> What the task requires: Read through the lines below and copy the ones holding the string "MORTIMER".

-------------------------

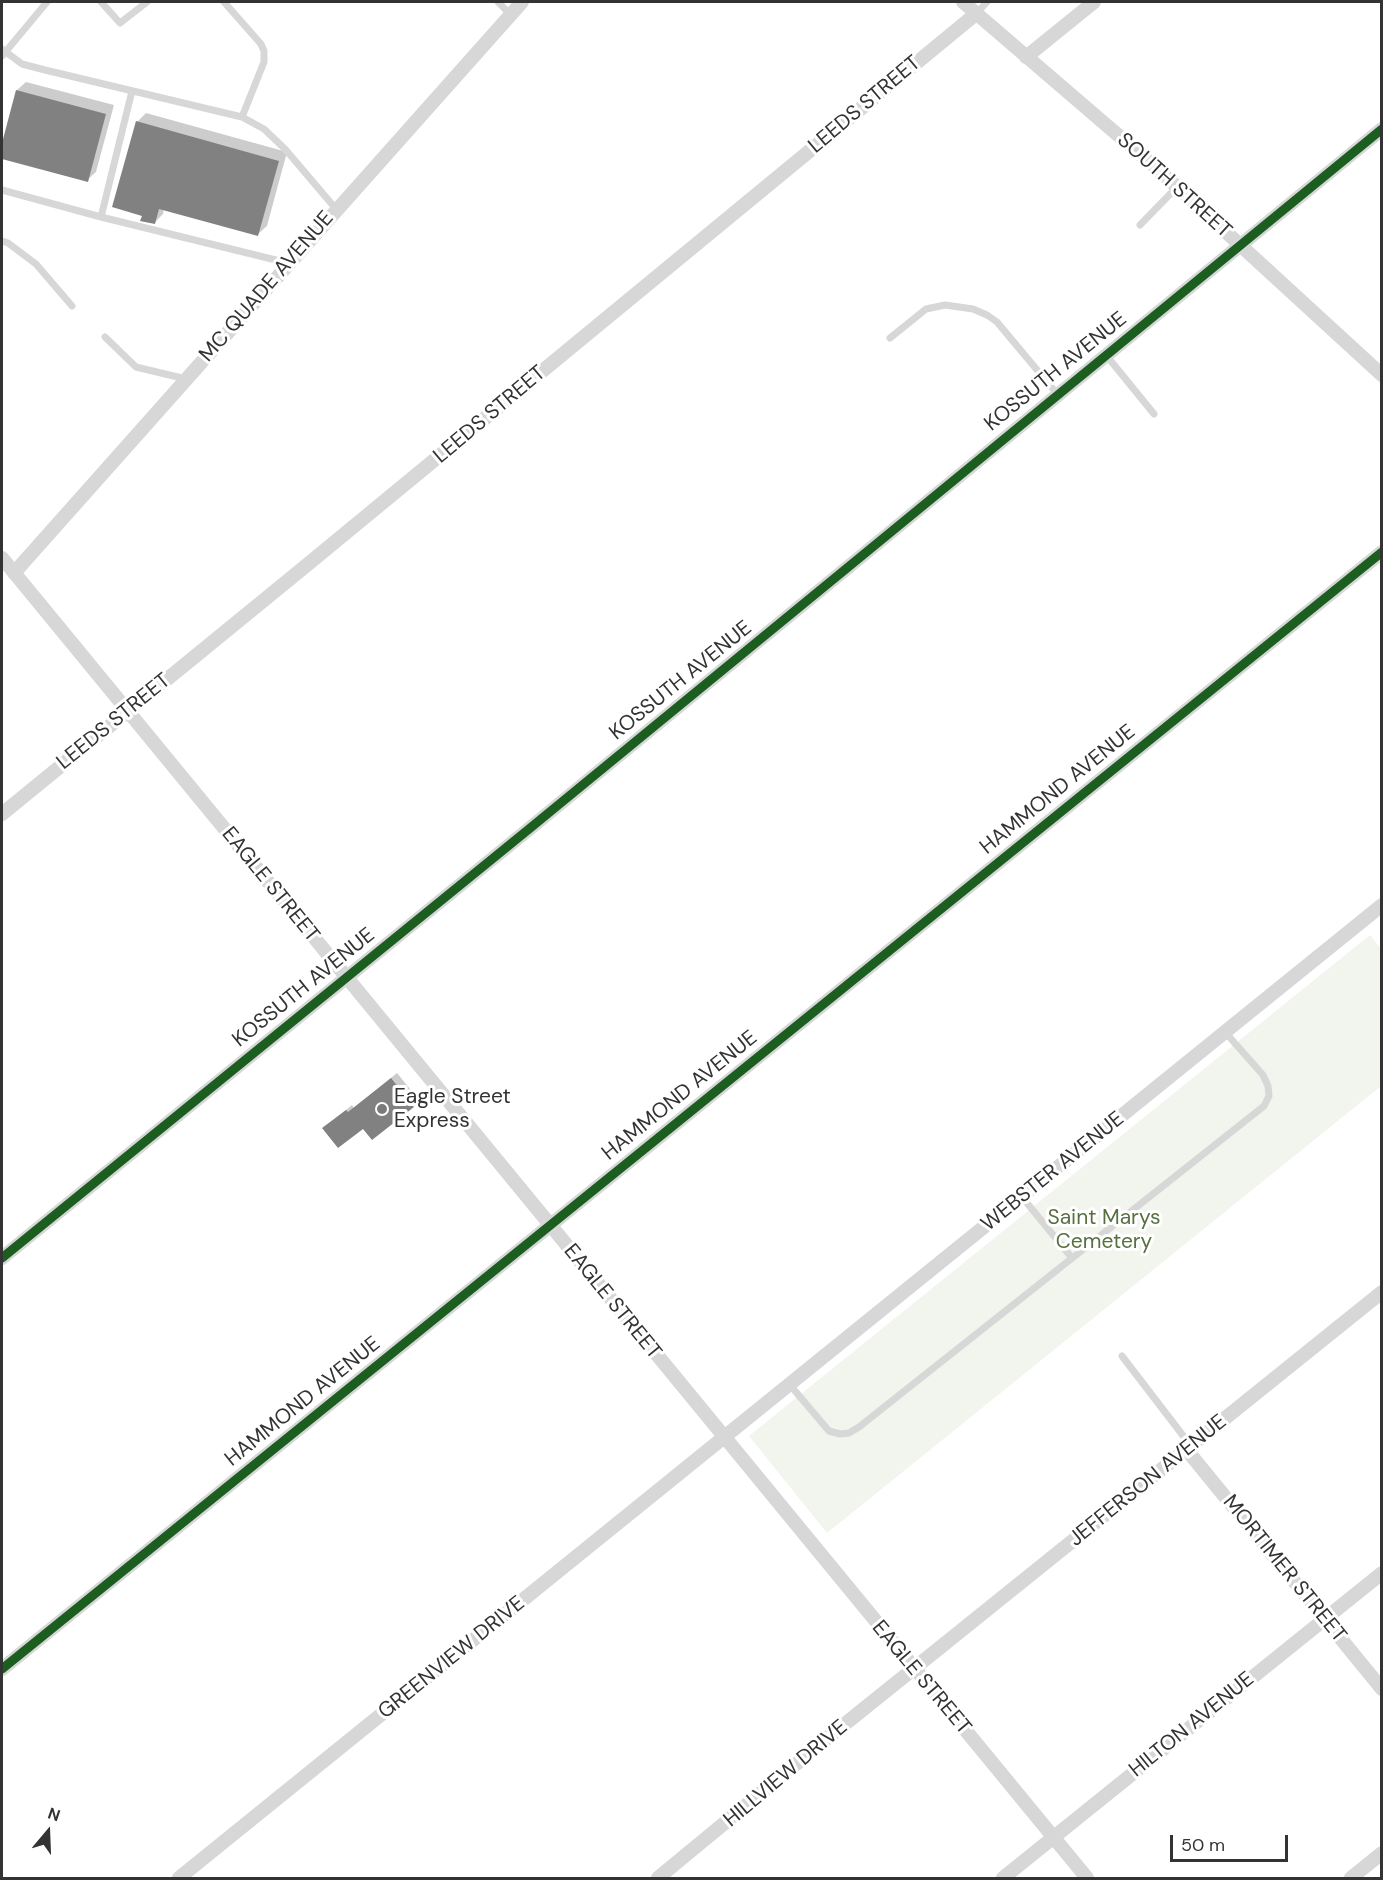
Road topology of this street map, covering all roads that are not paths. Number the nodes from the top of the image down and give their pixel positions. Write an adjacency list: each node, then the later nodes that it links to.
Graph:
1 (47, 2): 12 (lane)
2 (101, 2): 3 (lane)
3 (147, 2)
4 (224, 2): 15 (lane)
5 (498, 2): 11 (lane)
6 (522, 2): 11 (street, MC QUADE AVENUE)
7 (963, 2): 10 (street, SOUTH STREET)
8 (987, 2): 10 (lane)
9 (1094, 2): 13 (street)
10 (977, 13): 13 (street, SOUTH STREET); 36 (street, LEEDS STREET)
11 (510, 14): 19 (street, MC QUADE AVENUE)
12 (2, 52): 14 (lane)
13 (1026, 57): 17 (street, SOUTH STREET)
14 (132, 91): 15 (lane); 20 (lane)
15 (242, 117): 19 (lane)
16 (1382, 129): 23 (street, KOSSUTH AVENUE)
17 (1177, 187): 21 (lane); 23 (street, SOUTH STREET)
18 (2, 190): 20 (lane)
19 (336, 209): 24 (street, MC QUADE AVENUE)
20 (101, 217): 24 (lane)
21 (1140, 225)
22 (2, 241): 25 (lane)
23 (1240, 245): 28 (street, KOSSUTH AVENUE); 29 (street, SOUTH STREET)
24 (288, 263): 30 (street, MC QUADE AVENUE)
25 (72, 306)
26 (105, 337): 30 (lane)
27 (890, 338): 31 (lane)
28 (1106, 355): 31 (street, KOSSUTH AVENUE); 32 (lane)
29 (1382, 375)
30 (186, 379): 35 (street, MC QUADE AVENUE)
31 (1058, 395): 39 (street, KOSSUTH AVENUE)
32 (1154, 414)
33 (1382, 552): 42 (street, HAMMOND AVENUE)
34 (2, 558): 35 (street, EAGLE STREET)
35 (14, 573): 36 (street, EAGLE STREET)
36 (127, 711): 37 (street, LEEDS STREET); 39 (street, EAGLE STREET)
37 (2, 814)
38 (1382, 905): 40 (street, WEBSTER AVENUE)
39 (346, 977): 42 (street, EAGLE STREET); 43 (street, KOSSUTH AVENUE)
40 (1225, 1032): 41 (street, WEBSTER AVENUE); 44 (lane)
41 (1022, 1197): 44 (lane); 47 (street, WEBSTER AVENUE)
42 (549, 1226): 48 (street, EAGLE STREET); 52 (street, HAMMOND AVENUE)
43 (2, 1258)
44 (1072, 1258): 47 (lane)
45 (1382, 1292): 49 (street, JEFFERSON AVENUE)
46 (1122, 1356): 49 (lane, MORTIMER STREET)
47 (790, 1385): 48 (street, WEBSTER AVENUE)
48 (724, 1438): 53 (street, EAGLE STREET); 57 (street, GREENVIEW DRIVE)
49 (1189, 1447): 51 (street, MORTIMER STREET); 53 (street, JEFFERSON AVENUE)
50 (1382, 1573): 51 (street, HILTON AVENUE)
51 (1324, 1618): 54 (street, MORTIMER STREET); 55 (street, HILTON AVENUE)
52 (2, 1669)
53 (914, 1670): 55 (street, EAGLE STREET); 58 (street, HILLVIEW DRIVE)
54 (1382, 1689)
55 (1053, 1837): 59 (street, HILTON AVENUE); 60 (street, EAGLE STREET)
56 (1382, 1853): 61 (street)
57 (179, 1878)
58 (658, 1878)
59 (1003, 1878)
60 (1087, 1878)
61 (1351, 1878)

-------------------------

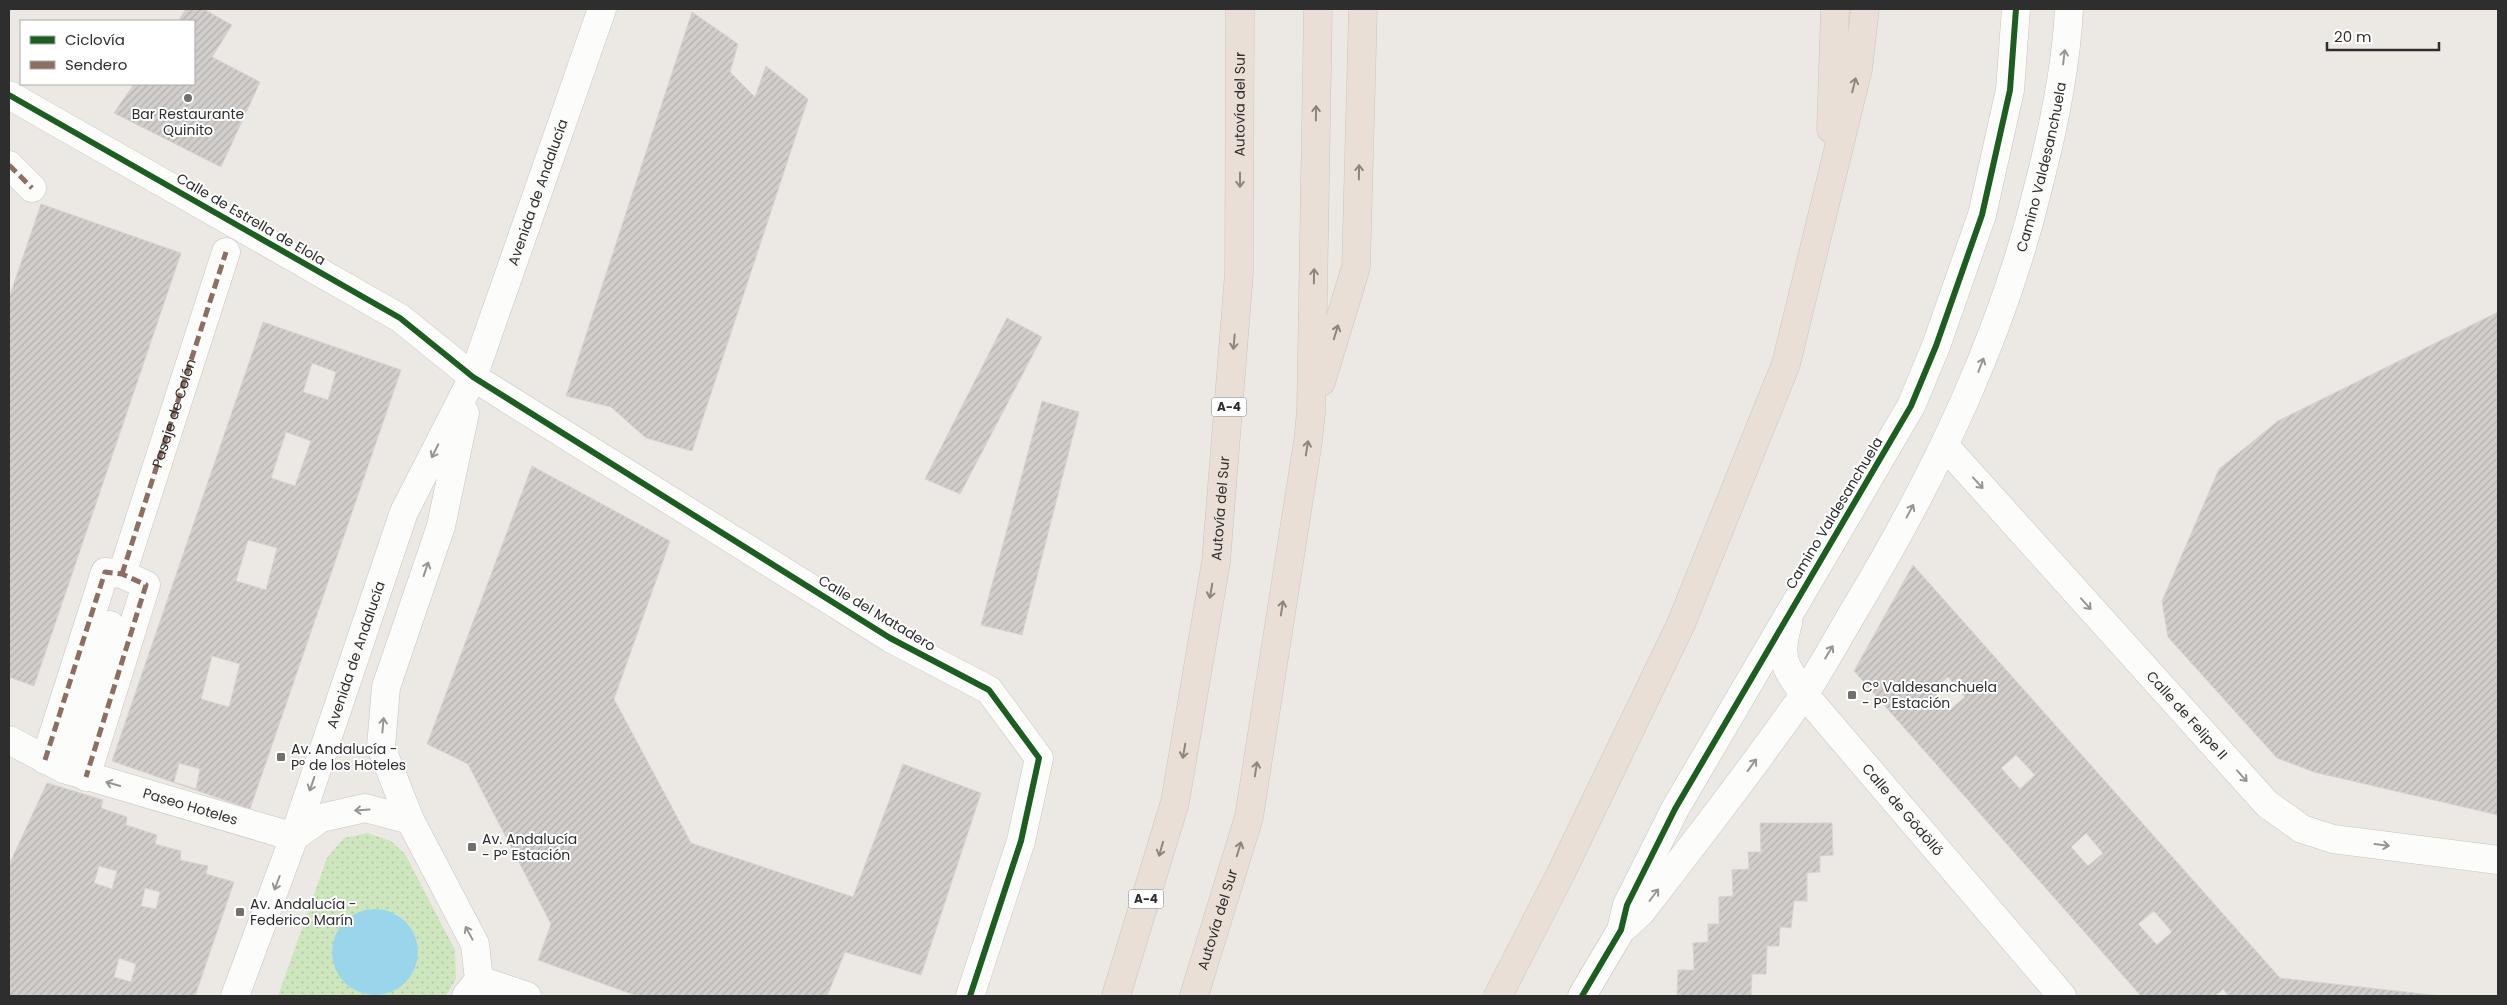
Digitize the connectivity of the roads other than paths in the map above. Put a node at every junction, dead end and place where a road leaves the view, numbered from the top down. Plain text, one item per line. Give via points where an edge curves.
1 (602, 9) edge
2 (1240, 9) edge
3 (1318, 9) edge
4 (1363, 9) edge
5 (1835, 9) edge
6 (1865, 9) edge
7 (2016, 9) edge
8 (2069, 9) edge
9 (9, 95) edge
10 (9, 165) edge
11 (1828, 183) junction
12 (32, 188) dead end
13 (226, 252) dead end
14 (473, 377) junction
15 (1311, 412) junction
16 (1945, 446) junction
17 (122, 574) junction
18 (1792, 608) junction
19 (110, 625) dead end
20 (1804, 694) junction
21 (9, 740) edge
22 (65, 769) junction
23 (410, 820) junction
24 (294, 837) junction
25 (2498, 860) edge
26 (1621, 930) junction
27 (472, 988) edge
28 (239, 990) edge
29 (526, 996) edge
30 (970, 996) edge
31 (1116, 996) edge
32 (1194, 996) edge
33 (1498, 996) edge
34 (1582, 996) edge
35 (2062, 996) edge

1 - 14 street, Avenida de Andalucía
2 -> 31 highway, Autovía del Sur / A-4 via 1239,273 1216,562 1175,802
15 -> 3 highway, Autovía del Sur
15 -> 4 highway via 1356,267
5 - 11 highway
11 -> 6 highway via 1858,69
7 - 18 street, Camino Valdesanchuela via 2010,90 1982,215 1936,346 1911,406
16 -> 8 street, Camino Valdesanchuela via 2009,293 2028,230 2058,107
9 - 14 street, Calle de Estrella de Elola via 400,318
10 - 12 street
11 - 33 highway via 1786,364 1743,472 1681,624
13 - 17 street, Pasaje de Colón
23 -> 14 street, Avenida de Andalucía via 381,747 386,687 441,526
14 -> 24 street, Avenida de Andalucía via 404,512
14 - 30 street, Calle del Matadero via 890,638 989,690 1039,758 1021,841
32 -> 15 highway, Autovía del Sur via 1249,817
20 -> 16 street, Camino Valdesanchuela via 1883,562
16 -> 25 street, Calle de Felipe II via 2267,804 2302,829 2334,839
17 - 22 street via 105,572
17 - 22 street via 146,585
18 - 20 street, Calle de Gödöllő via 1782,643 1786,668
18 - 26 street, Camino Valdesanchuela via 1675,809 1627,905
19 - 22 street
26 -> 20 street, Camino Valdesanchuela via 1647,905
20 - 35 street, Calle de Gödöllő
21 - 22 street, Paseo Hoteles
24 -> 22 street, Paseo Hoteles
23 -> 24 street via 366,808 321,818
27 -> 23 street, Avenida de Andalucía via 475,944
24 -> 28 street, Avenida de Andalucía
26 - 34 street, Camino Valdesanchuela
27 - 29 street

-------------------------

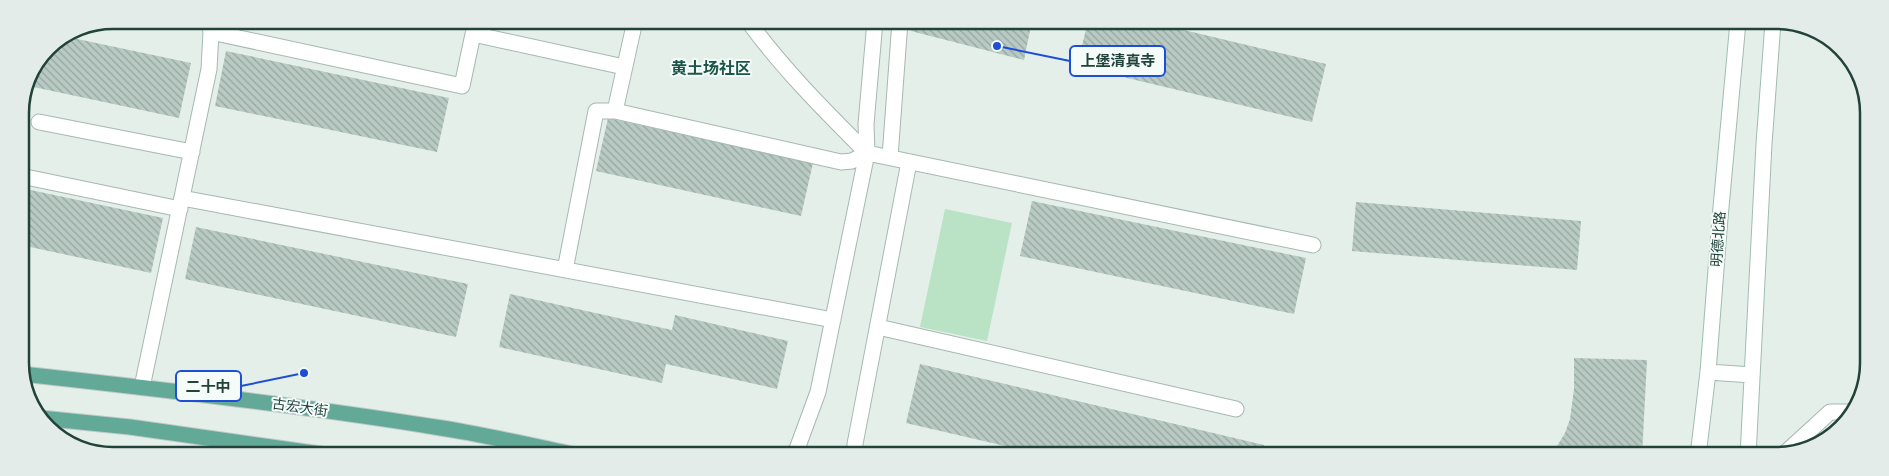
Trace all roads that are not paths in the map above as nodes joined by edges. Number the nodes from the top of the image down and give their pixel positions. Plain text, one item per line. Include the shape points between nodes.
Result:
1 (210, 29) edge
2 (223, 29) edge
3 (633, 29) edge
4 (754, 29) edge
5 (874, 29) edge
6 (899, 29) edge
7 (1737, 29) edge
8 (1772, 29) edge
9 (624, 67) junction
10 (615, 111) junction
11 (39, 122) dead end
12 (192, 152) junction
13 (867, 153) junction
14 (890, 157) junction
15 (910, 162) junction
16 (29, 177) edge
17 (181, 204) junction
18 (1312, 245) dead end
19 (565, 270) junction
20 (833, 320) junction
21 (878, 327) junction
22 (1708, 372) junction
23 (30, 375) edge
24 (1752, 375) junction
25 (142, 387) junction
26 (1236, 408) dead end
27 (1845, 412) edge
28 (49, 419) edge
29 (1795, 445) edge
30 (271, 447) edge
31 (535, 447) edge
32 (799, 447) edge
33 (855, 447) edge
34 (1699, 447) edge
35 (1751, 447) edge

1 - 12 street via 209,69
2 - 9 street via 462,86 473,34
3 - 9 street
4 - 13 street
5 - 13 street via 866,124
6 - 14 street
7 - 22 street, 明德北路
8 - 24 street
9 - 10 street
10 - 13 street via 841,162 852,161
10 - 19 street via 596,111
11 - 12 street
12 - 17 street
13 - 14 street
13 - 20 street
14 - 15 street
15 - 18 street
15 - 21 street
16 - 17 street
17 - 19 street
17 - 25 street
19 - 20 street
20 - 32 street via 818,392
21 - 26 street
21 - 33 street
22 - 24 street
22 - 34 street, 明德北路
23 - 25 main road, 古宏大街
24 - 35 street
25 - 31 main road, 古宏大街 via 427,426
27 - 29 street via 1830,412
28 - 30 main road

-------------------------

> Response:
46 (1122, 1356): 49 (lane, MORTIMER STREET)
49 (1189, 1447): 51 (street, MORTIMER STREET); 53 (street, JEFFERSON AVENUE)
51 (1324, 1618): 54 (street, MORTIMER STREET); 55 (street, HILTON AVENUE)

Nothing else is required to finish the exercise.